THE TASK
Only lines that contain the word "Fontaine" are to be returned from the data below.

TASK INPUTS
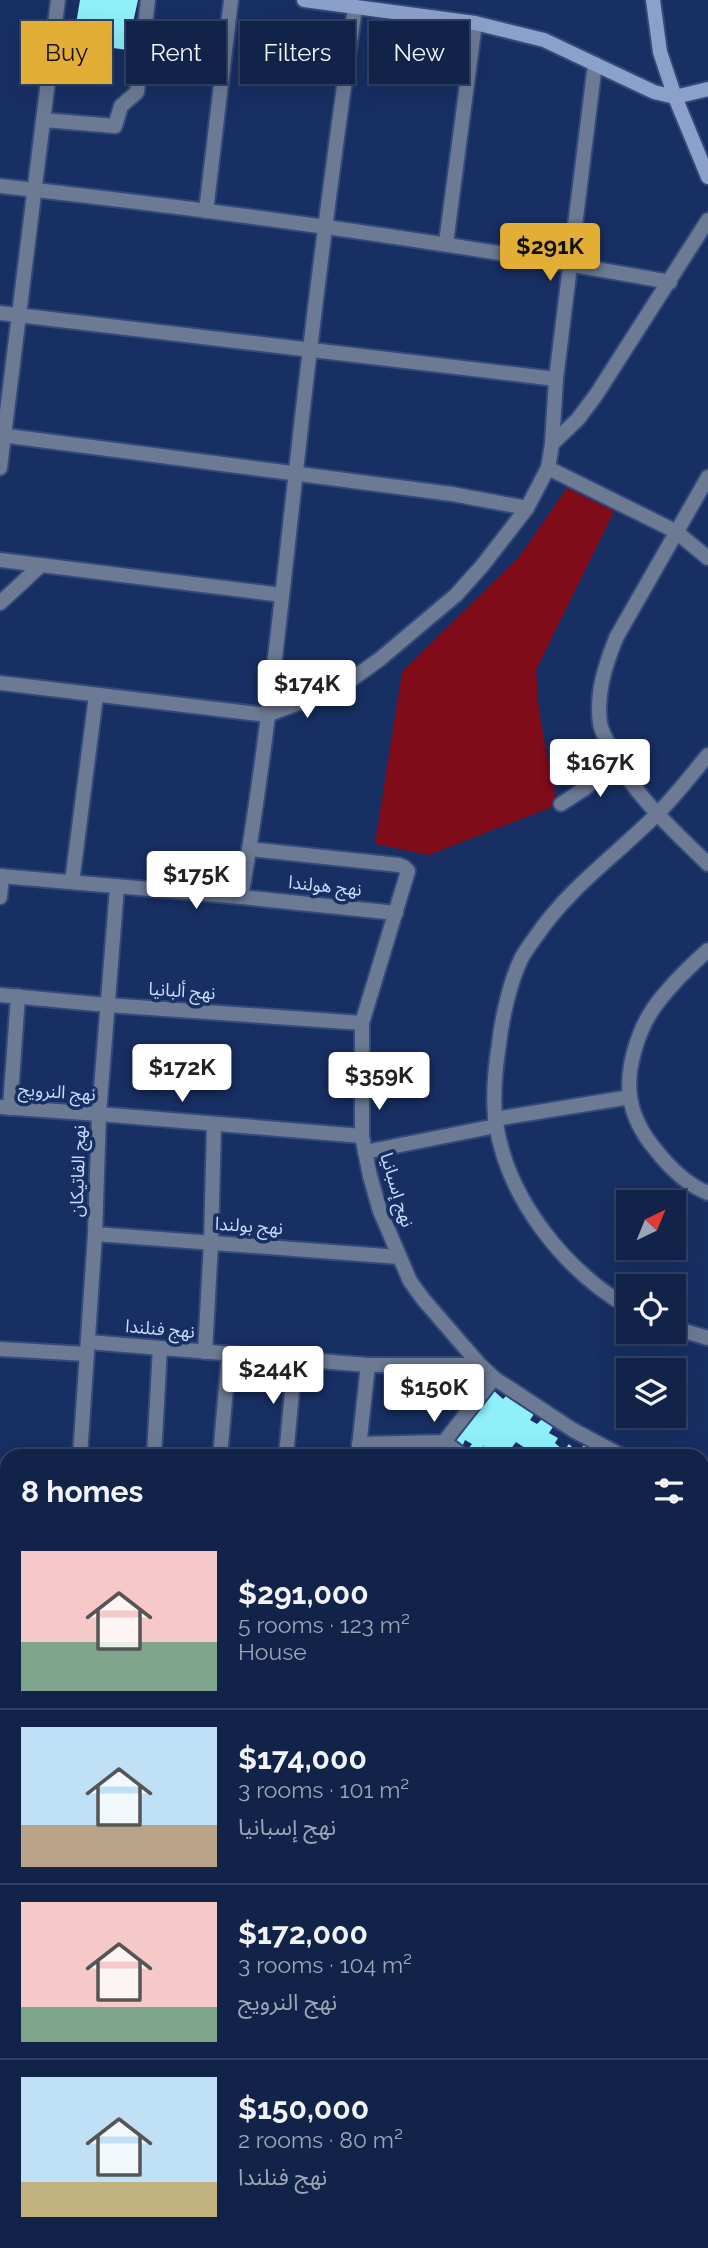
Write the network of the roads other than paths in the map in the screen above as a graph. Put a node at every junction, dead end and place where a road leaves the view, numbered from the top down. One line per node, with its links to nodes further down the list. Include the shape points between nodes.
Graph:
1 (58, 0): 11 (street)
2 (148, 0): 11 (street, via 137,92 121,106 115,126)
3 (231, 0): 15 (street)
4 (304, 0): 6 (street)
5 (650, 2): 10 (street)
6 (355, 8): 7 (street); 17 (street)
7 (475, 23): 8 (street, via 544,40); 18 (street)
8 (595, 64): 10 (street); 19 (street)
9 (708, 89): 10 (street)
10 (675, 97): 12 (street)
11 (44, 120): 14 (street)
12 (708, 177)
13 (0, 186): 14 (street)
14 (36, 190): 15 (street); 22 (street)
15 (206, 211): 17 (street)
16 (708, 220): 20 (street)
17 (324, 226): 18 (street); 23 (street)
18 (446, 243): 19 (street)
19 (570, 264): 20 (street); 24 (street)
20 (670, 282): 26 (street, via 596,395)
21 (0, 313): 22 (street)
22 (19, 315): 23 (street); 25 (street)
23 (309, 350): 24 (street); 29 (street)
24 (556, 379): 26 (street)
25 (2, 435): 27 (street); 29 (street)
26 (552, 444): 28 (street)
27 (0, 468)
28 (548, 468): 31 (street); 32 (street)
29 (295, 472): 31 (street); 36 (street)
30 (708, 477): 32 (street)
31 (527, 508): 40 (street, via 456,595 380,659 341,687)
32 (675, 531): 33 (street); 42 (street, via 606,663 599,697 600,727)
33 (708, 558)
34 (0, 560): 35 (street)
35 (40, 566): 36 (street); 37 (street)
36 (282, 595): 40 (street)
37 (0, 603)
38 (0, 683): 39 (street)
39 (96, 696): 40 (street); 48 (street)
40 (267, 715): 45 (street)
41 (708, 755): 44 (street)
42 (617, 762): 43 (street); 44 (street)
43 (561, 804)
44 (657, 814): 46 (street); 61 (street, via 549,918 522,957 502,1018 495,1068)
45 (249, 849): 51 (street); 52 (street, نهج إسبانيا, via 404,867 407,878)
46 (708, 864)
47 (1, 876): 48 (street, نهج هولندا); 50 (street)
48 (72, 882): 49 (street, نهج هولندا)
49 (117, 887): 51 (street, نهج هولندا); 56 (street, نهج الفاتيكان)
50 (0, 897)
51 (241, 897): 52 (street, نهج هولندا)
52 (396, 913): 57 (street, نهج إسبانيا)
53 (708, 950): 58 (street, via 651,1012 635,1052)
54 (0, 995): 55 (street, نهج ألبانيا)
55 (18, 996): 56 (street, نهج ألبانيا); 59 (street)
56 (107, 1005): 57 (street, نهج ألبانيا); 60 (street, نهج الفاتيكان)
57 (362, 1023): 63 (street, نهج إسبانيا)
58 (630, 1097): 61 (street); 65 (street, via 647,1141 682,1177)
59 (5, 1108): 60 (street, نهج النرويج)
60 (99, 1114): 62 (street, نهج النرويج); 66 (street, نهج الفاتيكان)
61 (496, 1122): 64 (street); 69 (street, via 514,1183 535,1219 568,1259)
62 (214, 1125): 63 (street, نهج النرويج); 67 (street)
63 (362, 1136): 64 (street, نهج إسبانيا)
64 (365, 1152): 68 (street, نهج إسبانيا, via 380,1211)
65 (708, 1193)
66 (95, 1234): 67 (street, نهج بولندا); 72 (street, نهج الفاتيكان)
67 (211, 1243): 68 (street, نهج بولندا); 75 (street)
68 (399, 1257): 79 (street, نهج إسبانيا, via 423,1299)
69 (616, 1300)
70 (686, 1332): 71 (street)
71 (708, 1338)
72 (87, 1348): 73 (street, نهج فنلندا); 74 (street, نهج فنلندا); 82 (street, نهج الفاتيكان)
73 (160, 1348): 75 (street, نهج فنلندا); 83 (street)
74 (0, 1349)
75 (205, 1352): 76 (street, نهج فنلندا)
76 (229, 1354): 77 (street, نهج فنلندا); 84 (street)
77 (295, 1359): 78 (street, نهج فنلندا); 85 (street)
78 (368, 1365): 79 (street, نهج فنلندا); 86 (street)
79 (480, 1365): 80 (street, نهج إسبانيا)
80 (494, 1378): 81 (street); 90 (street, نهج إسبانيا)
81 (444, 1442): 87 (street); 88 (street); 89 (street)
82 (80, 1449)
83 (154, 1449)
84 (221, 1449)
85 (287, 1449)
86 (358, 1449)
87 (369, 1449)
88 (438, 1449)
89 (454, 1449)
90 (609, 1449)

...

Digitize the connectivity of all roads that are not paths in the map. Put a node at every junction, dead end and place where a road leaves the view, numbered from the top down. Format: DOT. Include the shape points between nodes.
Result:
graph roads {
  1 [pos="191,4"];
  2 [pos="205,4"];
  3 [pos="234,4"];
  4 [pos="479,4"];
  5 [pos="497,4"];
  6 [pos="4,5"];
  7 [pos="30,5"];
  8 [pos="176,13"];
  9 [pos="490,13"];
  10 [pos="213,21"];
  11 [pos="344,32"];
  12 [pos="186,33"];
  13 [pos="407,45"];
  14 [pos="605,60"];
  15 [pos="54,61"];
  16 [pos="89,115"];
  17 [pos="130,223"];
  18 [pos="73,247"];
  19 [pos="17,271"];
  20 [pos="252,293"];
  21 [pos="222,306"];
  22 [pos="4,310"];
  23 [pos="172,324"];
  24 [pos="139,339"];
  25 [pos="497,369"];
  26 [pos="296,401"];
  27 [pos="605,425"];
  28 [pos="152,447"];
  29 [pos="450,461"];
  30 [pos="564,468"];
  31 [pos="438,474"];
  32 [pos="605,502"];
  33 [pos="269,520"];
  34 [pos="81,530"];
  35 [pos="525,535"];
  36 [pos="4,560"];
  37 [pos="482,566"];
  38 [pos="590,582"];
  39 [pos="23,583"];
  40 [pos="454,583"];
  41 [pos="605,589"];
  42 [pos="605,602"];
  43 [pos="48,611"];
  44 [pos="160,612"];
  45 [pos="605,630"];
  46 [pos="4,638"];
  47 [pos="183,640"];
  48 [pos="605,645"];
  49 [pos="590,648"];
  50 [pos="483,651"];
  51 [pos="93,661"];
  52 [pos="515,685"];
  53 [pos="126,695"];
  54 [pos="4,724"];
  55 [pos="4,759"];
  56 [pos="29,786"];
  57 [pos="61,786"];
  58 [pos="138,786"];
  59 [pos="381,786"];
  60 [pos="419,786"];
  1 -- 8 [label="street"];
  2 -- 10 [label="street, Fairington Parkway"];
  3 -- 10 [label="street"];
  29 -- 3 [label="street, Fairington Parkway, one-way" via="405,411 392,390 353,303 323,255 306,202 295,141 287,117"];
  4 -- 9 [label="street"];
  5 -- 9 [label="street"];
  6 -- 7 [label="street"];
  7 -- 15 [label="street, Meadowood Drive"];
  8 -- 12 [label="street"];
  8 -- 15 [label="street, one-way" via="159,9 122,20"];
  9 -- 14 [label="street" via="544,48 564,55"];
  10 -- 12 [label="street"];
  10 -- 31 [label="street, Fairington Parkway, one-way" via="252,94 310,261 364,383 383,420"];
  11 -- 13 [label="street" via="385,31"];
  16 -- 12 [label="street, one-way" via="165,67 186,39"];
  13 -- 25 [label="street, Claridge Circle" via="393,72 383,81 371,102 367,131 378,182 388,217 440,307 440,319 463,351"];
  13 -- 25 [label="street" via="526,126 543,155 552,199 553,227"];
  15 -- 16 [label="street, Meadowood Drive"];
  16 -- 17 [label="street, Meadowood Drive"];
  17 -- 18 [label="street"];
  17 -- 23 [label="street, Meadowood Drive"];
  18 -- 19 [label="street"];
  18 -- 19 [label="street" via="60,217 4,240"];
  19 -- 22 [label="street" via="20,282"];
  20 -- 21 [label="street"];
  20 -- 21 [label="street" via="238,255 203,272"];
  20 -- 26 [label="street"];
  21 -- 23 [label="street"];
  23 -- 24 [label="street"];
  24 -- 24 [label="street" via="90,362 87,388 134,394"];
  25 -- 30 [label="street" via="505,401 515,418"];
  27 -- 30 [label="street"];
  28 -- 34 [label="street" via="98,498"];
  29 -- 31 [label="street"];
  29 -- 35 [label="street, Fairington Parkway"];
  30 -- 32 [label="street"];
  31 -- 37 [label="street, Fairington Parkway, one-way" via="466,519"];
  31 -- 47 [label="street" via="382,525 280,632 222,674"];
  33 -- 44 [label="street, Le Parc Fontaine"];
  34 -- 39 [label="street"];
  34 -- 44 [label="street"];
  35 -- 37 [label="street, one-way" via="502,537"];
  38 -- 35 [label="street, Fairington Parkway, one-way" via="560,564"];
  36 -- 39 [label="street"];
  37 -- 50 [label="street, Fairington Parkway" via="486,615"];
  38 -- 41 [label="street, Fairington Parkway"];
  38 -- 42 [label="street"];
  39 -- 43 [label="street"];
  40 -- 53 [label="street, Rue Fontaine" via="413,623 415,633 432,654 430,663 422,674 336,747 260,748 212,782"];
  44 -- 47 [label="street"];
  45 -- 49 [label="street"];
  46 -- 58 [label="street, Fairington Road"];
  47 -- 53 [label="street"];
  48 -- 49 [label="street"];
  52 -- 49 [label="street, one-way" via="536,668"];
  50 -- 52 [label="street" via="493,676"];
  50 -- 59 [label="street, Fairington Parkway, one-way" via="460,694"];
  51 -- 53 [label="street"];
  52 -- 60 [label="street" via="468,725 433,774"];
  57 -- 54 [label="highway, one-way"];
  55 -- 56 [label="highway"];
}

ANSWER SPACE
  33 -- 44 [label="street, Le Parc Fontaine"];
  40 -- 53 [label="street, Rue Fontaine" via="413,623 415,633 432,654 430,663 422,674 336,747 260,748 212,782"];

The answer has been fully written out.